*REQUIRED WORK:* Pull out each line of the records holding the string "roads".

*RECORD EXTRACTS:*
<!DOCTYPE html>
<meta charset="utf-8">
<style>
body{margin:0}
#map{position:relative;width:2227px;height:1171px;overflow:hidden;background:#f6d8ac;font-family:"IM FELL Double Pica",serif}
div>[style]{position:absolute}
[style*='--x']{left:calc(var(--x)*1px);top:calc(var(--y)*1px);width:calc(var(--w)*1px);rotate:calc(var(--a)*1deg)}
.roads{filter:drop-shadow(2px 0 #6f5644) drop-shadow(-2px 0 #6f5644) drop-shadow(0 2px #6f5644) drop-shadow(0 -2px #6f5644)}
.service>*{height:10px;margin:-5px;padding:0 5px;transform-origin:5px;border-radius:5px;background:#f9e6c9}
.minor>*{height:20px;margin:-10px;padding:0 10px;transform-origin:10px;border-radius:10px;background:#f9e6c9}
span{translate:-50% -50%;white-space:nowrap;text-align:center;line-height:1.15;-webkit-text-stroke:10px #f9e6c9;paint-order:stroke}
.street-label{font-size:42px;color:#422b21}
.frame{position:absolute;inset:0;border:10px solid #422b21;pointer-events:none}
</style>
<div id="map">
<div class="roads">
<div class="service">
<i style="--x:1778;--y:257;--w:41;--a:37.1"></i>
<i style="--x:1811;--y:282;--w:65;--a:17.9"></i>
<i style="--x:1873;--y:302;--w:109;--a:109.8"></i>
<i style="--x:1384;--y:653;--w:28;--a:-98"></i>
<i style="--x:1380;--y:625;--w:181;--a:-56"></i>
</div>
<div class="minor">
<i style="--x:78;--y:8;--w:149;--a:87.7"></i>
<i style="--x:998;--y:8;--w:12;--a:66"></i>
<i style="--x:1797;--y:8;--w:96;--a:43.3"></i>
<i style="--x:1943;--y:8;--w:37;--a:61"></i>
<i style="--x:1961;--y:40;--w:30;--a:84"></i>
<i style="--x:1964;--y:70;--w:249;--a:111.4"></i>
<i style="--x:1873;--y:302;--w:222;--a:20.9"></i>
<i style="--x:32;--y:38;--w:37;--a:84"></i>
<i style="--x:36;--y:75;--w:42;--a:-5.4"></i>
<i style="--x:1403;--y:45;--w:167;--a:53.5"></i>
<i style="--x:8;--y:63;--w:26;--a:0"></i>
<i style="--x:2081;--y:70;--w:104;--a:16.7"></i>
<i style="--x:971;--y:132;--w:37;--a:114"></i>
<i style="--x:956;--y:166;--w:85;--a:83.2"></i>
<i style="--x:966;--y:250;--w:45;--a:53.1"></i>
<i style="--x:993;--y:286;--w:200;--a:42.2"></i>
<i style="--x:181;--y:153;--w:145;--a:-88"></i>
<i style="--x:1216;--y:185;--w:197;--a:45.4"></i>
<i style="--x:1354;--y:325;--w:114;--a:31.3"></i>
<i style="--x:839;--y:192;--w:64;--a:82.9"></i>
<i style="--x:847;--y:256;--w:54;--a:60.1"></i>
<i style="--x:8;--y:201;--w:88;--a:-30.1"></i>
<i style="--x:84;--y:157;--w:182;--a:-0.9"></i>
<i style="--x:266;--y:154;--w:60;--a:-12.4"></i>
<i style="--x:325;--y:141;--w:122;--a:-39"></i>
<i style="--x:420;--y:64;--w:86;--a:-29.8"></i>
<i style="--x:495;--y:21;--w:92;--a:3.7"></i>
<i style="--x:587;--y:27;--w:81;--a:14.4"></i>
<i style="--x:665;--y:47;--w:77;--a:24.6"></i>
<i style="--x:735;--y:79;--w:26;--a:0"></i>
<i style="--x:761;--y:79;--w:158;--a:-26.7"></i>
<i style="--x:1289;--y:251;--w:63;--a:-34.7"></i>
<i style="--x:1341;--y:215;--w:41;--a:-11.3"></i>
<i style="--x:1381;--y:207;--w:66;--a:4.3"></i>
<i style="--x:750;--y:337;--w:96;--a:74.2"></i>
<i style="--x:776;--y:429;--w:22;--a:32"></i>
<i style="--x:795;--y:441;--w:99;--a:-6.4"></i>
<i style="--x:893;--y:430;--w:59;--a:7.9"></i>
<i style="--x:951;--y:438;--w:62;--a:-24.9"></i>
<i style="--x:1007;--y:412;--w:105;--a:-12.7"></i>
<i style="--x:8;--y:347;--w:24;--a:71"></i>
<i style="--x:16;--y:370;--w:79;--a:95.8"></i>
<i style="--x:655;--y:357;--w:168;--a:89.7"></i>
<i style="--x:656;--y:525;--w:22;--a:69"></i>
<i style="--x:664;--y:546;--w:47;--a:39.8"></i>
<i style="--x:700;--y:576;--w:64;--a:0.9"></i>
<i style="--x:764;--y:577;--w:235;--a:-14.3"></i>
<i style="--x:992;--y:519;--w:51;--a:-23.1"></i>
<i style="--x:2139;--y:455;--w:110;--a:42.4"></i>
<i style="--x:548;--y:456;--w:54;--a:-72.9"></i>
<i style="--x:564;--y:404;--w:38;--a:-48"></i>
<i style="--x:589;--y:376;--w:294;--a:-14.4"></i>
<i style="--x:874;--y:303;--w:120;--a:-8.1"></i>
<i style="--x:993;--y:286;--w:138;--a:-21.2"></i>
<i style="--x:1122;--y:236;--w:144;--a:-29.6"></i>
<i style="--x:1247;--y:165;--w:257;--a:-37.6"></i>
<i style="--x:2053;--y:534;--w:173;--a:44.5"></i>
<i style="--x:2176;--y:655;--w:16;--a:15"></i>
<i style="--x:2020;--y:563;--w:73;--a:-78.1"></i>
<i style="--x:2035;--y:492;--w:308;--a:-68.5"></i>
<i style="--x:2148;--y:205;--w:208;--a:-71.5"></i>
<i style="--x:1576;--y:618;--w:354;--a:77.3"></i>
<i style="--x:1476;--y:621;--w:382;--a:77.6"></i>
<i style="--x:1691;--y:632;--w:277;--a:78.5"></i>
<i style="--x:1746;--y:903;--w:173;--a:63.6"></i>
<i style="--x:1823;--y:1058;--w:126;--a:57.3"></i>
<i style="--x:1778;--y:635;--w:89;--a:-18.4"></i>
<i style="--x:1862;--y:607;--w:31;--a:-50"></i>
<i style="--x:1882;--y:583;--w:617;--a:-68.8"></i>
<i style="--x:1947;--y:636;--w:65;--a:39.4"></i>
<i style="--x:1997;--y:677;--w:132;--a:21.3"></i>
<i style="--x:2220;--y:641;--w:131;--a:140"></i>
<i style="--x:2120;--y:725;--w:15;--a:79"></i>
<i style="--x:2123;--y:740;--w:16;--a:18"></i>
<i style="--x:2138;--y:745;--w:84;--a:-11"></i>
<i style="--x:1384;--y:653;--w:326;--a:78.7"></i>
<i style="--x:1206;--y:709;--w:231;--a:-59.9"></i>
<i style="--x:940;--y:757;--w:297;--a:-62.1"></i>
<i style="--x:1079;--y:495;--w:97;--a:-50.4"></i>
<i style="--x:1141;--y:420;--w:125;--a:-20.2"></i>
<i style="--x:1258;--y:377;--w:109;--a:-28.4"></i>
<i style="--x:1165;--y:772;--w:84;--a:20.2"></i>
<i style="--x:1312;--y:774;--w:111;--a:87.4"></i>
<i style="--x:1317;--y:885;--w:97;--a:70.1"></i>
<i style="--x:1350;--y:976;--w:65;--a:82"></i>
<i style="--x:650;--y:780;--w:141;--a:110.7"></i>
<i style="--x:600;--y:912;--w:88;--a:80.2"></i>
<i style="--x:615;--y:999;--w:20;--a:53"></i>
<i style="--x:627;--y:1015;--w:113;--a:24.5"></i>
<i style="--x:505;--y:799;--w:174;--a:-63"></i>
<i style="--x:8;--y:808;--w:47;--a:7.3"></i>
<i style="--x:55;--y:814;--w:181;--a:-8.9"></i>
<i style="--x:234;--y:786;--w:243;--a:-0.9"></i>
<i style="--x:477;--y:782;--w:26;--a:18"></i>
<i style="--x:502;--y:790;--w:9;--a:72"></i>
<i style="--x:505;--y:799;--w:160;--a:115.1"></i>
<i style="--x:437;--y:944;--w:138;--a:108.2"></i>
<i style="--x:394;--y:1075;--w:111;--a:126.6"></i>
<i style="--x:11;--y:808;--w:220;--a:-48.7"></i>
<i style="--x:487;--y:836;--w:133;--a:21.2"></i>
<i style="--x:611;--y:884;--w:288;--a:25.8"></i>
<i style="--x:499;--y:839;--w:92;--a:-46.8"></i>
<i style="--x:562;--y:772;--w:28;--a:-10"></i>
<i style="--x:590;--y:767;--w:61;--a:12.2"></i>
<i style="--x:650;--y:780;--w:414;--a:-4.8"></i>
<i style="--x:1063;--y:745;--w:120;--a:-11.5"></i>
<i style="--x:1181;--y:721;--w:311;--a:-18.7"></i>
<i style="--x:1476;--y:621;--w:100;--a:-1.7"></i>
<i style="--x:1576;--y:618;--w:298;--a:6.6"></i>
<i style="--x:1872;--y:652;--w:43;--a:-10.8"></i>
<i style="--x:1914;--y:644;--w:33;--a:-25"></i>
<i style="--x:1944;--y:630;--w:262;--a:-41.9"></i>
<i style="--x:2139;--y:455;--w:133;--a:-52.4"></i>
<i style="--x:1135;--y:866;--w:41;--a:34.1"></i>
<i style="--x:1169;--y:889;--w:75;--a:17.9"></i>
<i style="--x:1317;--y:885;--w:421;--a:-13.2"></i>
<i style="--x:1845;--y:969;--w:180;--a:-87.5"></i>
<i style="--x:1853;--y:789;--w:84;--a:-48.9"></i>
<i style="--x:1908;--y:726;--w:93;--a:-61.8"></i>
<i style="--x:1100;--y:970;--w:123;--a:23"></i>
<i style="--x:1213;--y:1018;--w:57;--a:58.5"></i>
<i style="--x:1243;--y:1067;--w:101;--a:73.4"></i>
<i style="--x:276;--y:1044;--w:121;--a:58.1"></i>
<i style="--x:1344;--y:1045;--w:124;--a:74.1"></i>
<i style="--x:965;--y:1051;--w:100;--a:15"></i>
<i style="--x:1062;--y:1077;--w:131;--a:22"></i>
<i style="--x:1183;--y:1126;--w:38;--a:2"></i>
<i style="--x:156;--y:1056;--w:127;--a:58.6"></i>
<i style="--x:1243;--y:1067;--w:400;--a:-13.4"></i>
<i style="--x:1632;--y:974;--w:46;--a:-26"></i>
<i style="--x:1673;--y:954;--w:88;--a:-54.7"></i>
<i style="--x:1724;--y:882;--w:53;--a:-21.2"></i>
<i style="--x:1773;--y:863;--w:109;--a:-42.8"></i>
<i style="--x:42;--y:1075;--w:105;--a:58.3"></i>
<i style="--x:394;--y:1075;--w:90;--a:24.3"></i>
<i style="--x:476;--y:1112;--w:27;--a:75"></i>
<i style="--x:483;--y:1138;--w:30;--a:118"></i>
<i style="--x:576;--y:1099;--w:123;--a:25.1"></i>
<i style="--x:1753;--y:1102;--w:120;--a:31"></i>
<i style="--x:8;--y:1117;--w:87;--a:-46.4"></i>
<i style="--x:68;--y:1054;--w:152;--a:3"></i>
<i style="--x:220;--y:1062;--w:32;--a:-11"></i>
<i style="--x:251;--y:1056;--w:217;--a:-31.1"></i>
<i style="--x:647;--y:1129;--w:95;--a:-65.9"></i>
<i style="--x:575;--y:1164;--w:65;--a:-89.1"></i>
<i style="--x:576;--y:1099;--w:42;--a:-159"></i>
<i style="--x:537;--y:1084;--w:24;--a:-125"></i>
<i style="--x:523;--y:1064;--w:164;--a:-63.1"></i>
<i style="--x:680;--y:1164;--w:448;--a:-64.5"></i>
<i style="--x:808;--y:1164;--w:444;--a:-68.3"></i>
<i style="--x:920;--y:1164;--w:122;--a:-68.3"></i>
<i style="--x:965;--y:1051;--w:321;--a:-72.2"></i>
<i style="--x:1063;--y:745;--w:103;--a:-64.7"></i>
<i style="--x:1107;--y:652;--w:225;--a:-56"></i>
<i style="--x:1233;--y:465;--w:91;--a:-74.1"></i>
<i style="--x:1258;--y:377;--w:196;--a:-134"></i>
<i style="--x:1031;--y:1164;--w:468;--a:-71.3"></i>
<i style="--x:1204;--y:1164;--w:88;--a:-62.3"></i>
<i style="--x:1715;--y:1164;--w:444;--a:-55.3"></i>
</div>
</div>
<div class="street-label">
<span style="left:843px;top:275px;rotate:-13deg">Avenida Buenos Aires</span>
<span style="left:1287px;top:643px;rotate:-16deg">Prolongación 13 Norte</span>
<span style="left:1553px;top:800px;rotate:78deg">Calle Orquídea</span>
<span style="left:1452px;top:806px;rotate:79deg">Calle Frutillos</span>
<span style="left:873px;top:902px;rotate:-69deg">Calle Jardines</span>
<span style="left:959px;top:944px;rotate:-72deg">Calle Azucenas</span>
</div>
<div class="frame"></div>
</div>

*ANSWER BOX:*
.roads{filter:drop-shadow(2px 0 #6f5644) drop-shadow(-2px 0 #6f5644) drop-shadow(0 2px #6f5644) drop-shadow(0 -2px #6f5644)}
<div class="roads">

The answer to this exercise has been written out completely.